Yes — from 6 April 2024, the rules were relaxed to allow you to open and contribute to multiple ISAs of the same type in the same tax year. Previously you could only open one ISA of each type per year. So in 2025/26 you could contribute to two different Cash ISAs with different providers, as well as a Stocks & Shares ISA, as long as your total contributions across all of them do not exceed £20,000. You can also hold ISAs from previous years with different providers indefinitely — there is no requirement to consolidate. Some providers offer a flexible ISA, which allows you to withdraw money and replace it in the same tax year without it counting towards your annual allowance again — this is a significant advantage for managing cash flow.

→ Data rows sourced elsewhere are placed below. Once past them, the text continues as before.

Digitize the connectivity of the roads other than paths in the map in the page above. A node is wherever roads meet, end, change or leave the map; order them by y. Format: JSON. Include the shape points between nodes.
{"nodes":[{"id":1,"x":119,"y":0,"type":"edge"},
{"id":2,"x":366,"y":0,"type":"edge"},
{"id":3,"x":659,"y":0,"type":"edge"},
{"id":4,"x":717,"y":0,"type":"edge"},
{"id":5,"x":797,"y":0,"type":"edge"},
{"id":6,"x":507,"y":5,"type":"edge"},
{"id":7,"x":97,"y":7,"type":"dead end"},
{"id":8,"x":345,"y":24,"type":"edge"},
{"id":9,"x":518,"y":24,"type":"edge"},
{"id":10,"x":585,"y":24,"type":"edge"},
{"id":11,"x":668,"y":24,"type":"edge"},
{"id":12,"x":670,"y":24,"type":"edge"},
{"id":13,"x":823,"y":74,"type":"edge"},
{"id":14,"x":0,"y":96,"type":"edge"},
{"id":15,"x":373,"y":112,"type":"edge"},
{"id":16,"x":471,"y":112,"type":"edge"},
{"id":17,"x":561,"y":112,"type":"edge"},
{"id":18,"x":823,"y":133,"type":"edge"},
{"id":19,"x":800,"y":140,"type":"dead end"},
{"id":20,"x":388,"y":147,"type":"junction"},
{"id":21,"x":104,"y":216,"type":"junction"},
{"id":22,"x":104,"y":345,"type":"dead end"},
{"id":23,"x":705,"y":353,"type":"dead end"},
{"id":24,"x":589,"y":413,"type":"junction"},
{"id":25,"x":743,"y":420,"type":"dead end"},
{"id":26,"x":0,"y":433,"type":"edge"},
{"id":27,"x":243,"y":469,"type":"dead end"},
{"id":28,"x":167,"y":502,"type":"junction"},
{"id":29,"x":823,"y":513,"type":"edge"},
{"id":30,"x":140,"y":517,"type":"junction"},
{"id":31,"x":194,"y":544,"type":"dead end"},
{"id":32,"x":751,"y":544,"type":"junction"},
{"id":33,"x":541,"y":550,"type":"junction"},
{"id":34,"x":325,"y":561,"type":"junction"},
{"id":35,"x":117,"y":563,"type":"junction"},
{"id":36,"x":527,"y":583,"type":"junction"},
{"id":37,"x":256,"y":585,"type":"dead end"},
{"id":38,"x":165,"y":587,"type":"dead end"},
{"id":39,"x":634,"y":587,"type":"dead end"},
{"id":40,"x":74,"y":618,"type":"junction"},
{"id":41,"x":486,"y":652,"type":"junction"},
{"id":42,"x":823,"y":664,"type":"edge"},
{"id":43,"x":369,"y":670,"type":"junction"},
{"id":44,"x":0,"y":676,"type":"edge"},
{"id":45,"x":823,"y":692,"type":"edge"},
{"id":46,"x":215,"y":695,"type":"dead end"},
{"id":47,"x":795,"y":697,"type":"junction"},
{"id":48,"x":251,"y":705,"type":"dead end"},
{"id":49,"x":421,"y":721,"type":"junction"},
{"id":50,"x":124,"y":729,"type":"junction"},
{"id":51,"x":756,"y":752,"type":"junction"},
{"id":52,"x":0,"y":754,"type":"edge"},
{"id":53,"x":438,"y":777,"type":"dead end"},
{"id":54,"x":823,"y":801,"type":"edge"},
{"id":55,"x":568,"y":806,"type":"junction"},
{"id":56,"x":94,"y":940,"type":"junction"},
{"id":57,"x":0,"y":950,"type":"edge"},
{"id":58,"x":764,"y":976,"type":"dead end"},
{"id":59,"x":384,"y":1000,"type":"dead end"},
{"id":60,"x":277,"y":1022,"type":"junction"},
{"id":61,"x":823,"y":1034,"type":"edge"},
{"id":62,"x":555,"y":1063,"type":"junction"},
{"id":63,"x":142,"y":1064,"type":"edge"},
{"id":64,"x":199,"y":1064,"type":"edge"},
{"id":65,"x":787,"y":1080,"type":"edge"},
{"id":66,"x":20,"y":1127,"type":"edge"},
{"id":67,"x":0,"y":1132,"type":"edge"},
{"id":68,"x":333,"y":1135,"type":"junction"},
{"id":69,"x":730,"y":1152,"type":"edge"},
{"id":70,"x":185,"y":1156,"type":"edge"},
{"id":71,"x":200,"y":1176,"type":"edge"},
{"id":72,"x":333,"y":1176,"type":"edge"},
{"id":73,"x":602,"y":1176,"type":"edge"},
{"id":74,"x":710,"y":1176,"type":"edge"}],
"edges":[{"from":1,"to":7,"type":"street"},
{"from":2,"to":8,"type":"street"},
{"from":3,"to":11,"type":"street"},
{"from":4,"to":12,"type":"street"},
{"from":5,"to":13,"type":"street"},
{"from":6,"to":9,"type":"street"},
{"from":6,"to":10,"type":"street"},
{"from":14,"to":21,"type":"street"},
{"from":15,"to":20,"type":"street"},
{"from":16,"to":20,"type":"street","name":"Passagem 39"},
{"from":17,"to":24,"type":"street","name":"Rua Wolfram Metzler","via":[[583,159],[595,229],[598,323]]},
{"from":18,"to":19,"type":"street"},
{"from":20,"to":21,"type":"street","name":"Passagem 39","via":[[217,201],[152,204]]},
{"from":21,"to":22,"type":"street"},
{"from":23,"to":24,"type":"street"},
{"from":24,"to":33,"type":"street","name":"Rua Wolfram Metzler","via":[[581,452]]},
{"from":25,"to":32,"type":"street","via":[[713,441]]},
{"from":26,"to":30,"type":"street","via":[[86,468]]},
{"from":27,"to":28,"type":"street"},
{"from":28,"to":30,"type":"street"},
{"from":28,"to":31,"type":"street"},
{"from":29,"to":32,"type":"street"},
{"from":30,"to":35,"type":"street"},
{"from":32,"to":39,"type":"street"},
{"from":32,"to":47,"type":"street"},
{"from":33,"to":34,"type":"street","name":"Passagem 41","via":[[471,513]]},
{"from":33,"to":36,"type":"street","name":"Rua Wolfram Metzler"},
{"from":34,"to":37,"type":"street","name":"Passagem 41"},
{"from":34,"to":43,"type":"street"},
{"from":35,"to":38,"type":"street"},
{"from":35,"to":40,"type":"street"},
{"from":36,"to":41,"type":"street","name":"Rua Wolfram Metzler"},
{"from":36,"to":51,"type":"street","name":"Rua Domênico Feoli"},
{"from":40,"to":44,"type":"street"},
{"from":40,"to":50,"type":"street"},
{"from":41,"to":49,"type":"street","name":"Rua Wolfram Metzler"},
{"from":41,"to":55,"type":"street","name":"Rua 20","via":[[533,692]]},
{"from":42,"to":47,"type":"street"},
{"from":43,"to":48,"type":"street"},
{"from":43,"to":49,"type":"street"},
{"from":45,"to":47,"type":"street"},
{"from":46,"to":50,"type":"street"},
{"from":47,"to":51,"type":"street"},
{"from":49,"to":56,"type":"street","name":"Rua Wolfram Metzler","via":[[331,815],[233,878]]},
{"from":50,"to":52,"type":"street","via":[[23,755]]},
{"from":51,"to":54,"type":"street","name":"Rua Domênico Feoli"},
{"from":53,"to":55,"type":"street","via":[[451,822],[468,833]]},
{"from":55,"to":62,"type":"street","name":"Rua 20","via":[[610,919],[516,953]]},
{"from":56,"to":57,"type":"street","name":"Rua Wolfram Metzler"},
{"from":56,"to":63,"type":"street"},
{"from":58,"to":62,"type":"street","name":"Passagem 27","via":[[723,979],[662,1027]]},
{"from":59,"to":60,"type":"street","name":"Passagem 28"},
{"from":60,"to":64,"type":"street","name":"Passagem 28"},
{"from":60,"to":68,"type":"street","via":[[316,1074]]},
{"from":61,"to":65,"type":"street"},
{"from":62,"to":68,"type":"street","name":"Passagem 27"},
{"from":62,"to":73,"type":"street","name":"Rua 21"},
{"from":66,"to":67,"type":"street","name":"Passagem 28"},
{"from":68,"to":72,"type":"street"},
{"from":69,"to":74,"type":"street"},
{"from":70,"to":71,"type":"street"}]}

4. What happens to my ISA when I die?

When an ISA holder dies, the ISA continues to earn interest or investment returns tax-free until it is either closed, transferred, or three years have passed — whichever comes first. This continuing ISA is called an "Additional Permitted Subscription" (APS) or a continuing account managed by the estate. The deceased's surviving spouse or civil partner is entitled to an APS allowance equal to the value of the ISA at the date of death, allowing them to subscribe this amount to their own ISA in addition to their normal £20,000 annual allowance. This effectively means the ISA wrapper is preserved for the surviving spouse. However, the ISA does not pass automatically outside of the estate for Inheritance Tax purposes — the value of the ISA is included in the estate and subject to IHT if the estate exceeds the available nil-rate band and residence nil-rate band.

5. What is the scientific source for this calculator?

This calculator applies the standard future value of an annuity formula as set out in financial mathematics and used in actuarial practice. The ISA rules — including the £20,000 annual allowance, the Lifetime ISA £4,000 sub-limit, and the 25% government bonus — are drawn from the Individual Savings Account Regulations 1998 (SI 1998/1870) as amended, most recently by the Individual Savings Account (Amendment No. 2) Regulations 2023. The LISA withdrawal penalty rules are set out in the Individual Savings Account (Amendment No. 3) Regulations 2017. The Annual Exempt Amount for Junior ISAs is confirmed in HMRC's ISA technical guidance for 2025/26. Historical equity market return data is sourced from the Barclays Equity Gilt Study (2024 edition) and the Credit Suisse Global Investment Returns Yearbook, both of which show long-run real returns for UK and global equities in the range of 4–7% per year after inflation.